TASK TO COMPLETE: This calls for a word-for-word copy of all the data, with each picture removed.

DATA SHOWN:
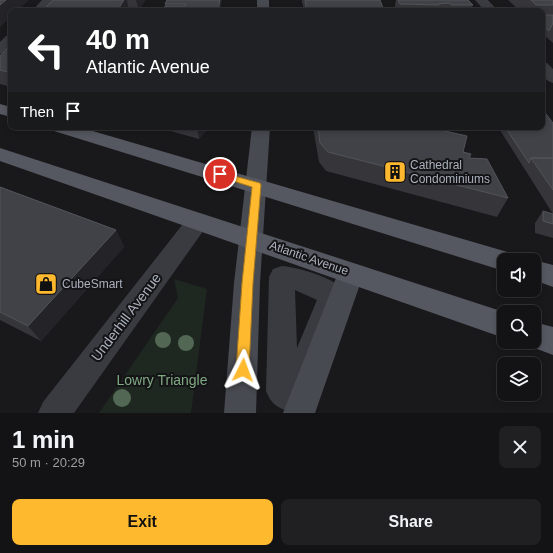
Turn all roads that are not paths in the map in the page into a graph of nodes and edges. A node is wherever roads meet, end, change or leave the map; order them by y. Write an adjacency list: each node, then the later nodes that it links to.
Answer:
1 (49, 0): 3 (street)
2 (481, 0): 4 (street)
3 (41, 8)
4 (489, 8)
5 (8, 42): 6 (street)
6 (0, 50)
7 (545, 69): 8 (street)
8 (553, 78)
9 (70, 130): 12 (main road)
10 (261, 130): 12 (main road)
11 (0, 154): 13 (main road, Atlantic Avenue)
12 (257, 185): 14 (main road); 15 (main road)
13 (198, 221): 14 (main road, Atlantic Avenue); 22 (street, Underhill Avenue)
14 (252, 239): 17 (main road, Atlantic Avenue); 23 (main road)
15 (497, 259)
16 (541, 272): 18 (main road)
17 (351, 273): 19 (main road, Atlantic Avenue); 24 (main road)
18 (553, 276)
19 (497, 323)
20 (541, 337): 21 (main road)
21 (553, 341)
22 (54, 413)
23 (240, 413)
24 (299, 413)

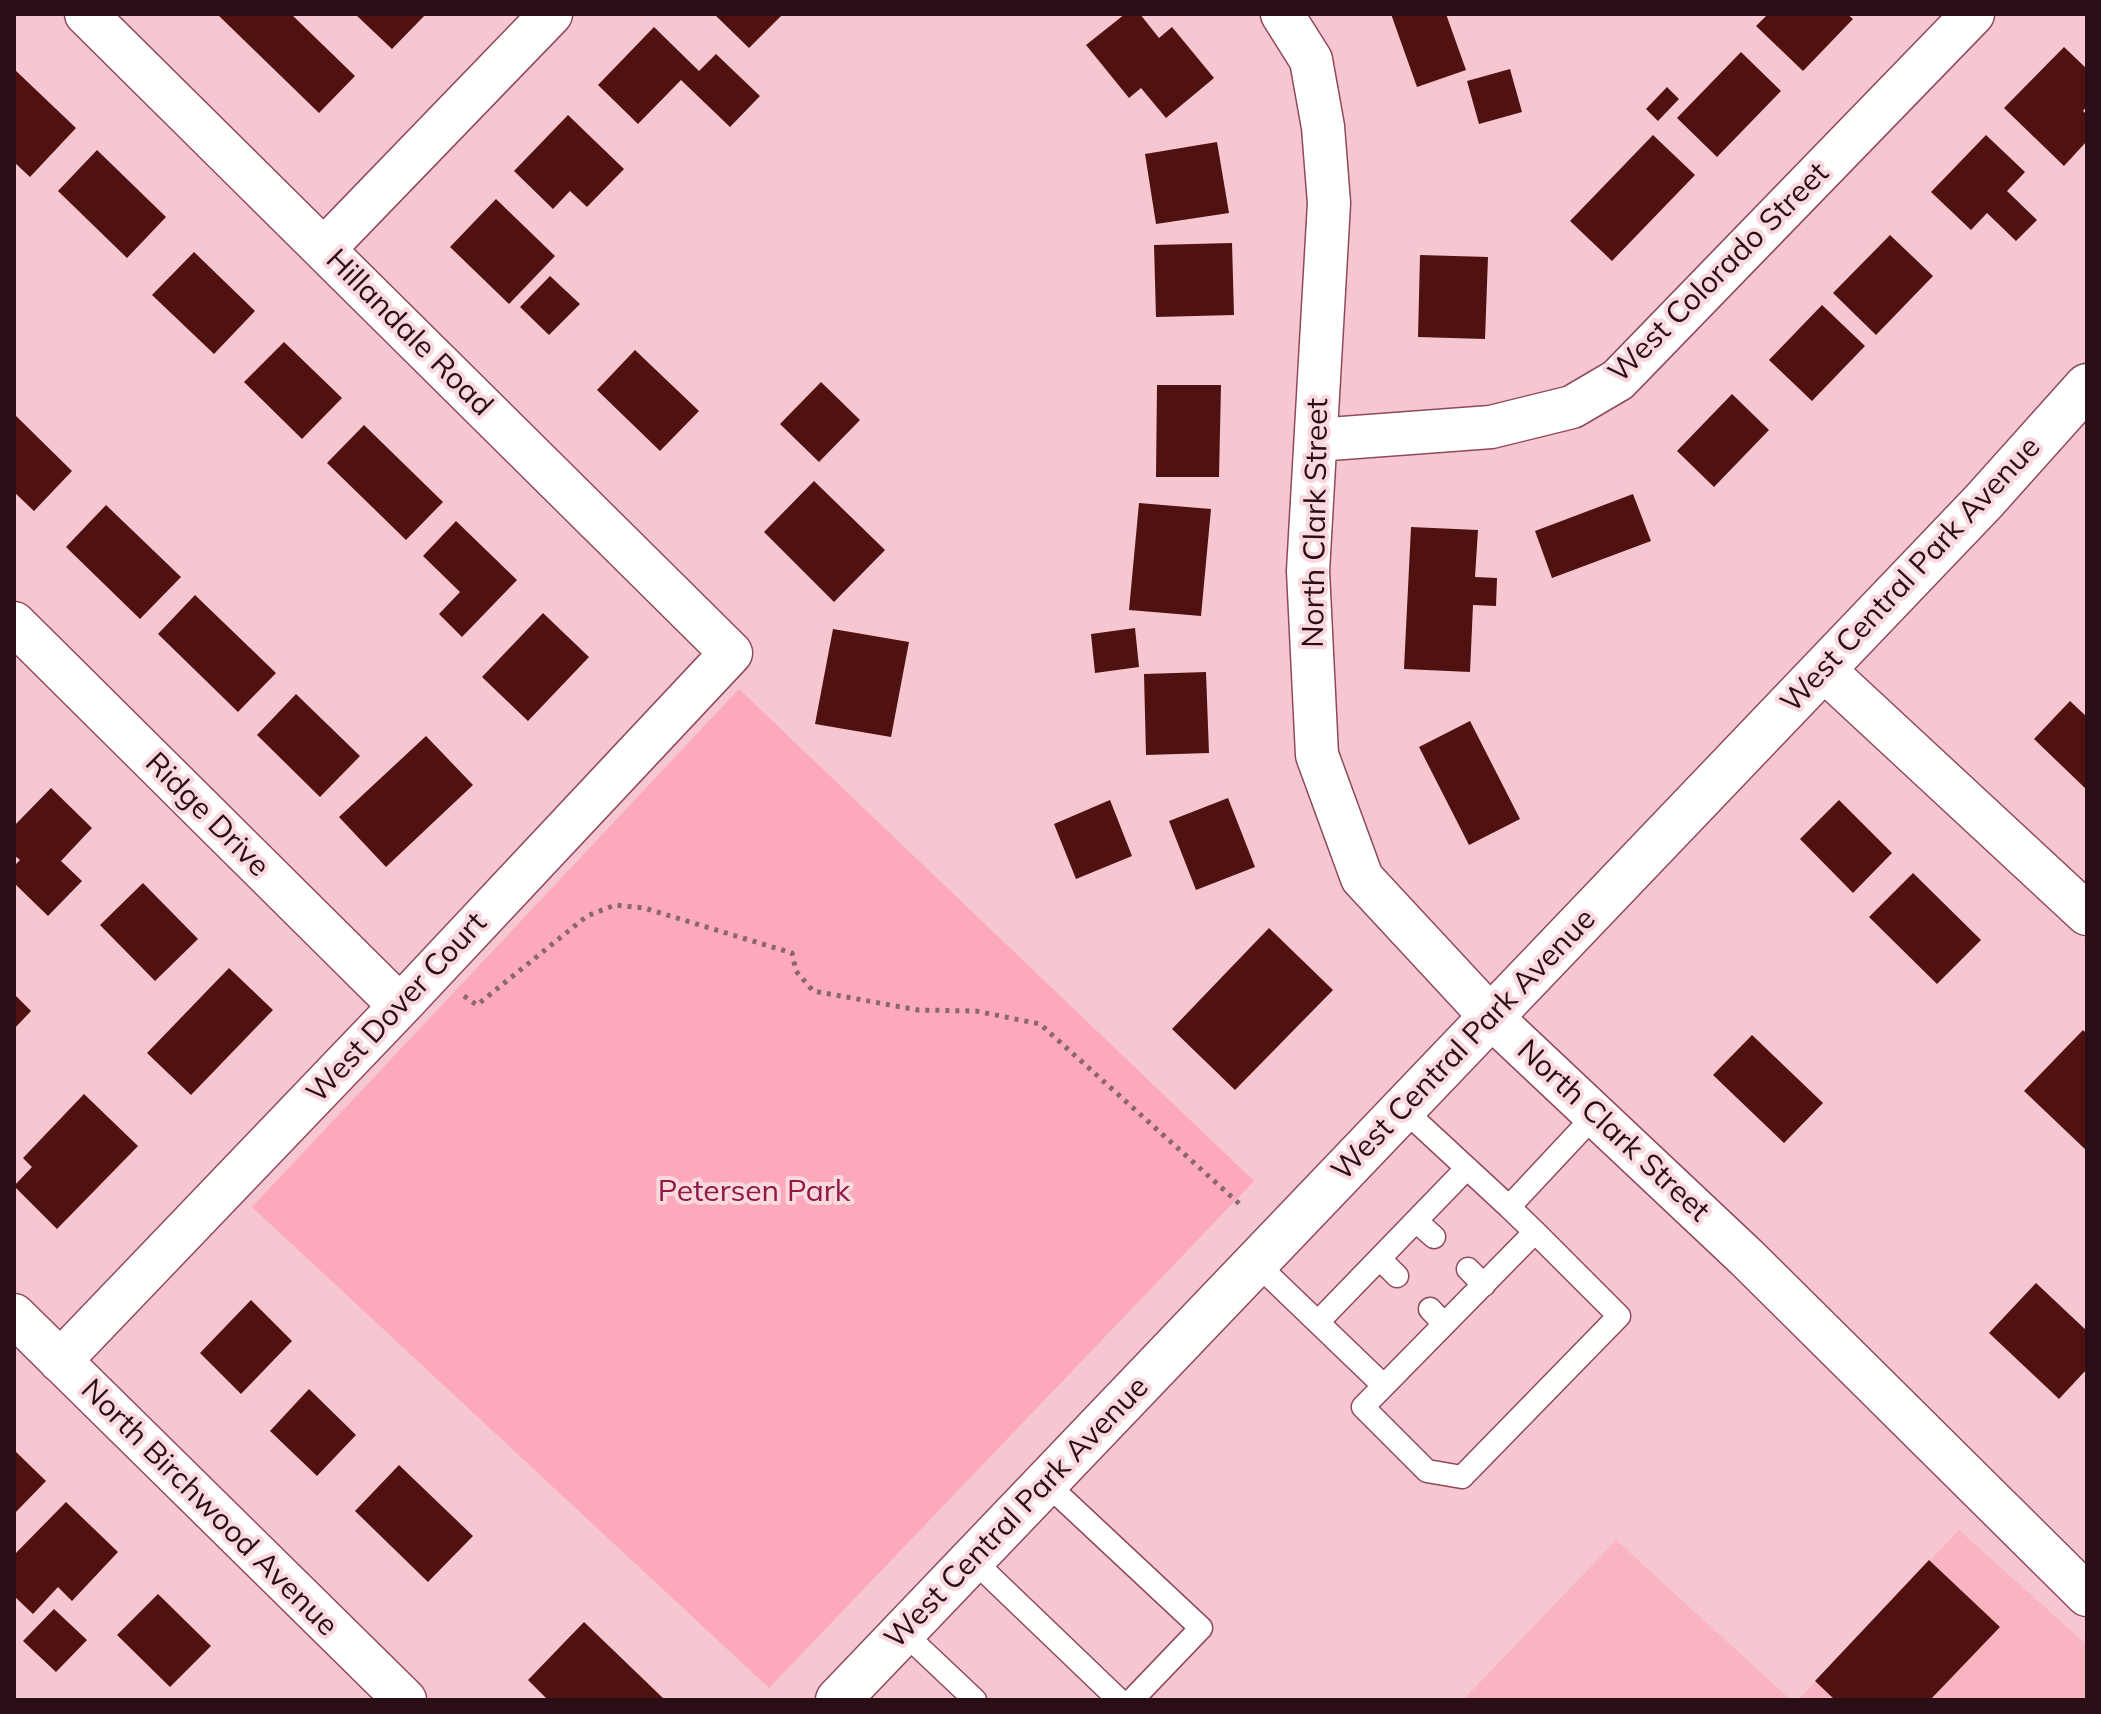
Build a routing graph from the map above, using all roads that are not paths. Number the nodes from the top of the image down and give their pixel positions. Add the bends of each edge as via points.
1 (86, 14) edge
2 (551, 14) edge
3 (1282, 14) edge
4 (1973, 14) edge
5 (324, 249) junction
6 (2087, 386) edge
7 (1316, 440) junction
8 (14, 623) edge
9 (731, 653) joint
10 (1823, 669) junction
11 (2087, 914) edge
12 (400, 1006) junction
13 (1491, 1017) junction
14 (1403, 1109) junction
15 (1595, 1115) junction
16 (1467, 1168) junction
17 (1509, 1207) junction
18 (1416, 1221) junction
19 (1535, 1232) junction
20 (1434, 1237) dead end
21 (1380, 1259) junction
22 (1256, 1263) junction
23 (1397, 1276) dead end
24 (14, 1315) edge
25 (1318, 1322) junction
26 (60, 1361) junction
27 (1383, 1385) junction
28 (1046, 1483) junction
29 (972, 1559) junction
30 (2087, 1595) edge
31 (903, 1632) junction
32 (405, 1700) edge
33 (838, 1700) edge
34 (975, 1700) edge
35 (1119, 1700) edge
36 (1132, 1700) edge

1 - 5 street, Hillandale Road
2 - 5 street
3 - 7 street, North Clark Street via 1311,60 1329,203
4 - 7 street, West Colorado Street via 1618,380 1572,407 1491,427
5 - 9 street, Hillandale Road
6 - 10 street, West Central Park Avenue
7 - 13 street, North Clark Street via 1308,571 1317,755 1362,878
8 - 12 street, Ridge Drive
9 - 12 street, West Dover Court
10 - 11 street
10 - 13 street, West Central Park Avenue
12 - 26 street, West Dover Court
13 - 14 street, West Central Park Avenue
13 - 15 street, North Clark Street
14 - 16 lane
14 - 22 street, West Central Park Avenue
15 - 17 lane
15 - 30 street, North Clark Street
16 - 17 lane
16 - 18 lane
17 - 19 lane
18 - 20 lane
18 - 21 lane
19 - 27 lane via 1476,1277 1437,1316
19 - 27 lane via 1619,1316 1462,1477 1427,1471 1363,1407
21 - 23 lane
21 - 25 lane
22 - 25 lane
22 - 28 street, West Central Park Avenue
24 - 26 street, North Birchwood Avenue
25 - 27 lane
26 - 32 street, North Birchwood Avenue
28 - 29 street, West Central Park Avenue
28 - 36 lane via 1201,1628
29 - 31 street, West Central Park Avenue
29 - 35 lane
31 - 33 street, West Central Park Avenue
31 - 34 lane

ANSWER BOX:
Turn all roads that are not paths in the map in the page into a graph of nodes and edges. A node is wherever roads meet, end, change or leave the map; order them by y. Write an adjacency list: each node, then the later nodes that it links to.
Answer:
1 (49, 0): 3 (street)
2 (481, 0): 4 (street)
3 (41, 8)
4 (489, 8)
5 (8, 42): 6 (street)
6 (0, 50)
7 (545, 69): 8 (street)
8 (553, 78)
9 (70, 130): 12 (main road)
10 (261, 130): 12 (main road)
11 (0, 154): 13 (main road, Atlantic Avenue)
12 (257, 185): 14 (main road); 15 (main road)
13 (198, 221): 14 (main road, Atlantic Avenue); 22 (street, Underhill Avenue)
14 (252, 239): 17 (main road, Atlantic Avenue); 23 (main road)
15 (497, 259)
16 (541, 272): 18 (main road)
17 (351, 273): 19 (main road, Atlantic Avenue); 24 (main road)
18 (553, 276)
19 (497, 323)
20 (541, 337): 21 (main road)
21 (553, 341)
22 (54, 413)
23 (240, 413)
24 (299, 413)

Build a routing graph from the map above, using all roads that are not paths. Number the nodes from the top of the image down and give their pixel positions. Add the bends of each edge as via points.
1 (86, 14) edge
2 (551, 14) edge
3 (1282, 14) edge
4 (1973, 14) edge
5 (324, 249) junction
6 (2087, 386) edge
7 (1316, 440) junction
8 (14, 623) edge
9 (731, 653) joint
10 (1823, 669) junction
11 (2087, 914) edge
12 (400, 1006) junction
13 (1491, 1017) junction
14 (1403, 1109) junction
15 (1595, 1115) junction
16 (1467, 1168) junction
17 (1509, 1207) junction
18 (1416, 1221) junction
19 (1535, 1232) junction
20 (1434, 1237) dead end
21 (1380, 1259) junction
22 (1256, 1263) junction
23 (1397, 1276) dead end
24 (14, 1315) edge
25 (1318, 1322) junction
26 (60, 1361) junction
27 (1383, 1385) junction
28 (1046, 1483) junction
29 (972, 1559) junction
30 (2087, 1595) edge
31 (903, 1632) junction
32 (405, 1700) edge
33 (838, 1700) edge
34 (975, 1700) edge
35 (1119, 1700) edge
36 (1132, 1700) edge

1 - 5 street, Hillandale Road
2 - 5 street
3 - 7 street, North Clark Street via 1311,60 1329,203
4 - 7 street, West Colorado Street via 1618,380 1572,407 1491,427
5 - 9 street, Hillandale Road
6 - 10 street, West Central Park Avenue
7 - 13 street, North Clark Street via 1308,571 1317,755 1362,878
8 - 12 street, Ridge Drive
9 - 12 street, West Dover Court
10 - 11 street
10 - 13 street, West Central Park Avenue
12 - 26 street, West Dover Court
13 - 14 street, West Central Park Avenue
13 - 15 street, North Clark Street
14 - 16 lane
14 - 22 street, West Central Park Avenue
15 - 17 lane
15 - 30 street, North Clark Street
16 - 17 lane
16 - 18 lane
17 - 19 lane
18 - 20 lane
18 - 21 lane
19 - 27 lane via 1476,1277 1437,1316
19 - 27 lane via 1619,1316 1462,1477 1427,1471 1363,1407
21 - 23 lane
21 - 25 lane
22 - 25 lane
22 - 28 street, West Central Park Avenue
24 - 26 street, North Birchwood Avenue
25 - 27 lane
26 - 32 street, North Birchwood Avenue
28 - 29 street, West Central Park Avenue
28 - 36 lane via 1201,1628
29 - 31 street, West Central Park Avenue
29 - 35 lane
31 - 33 street, West Central Park Avenue
31 - 34 lane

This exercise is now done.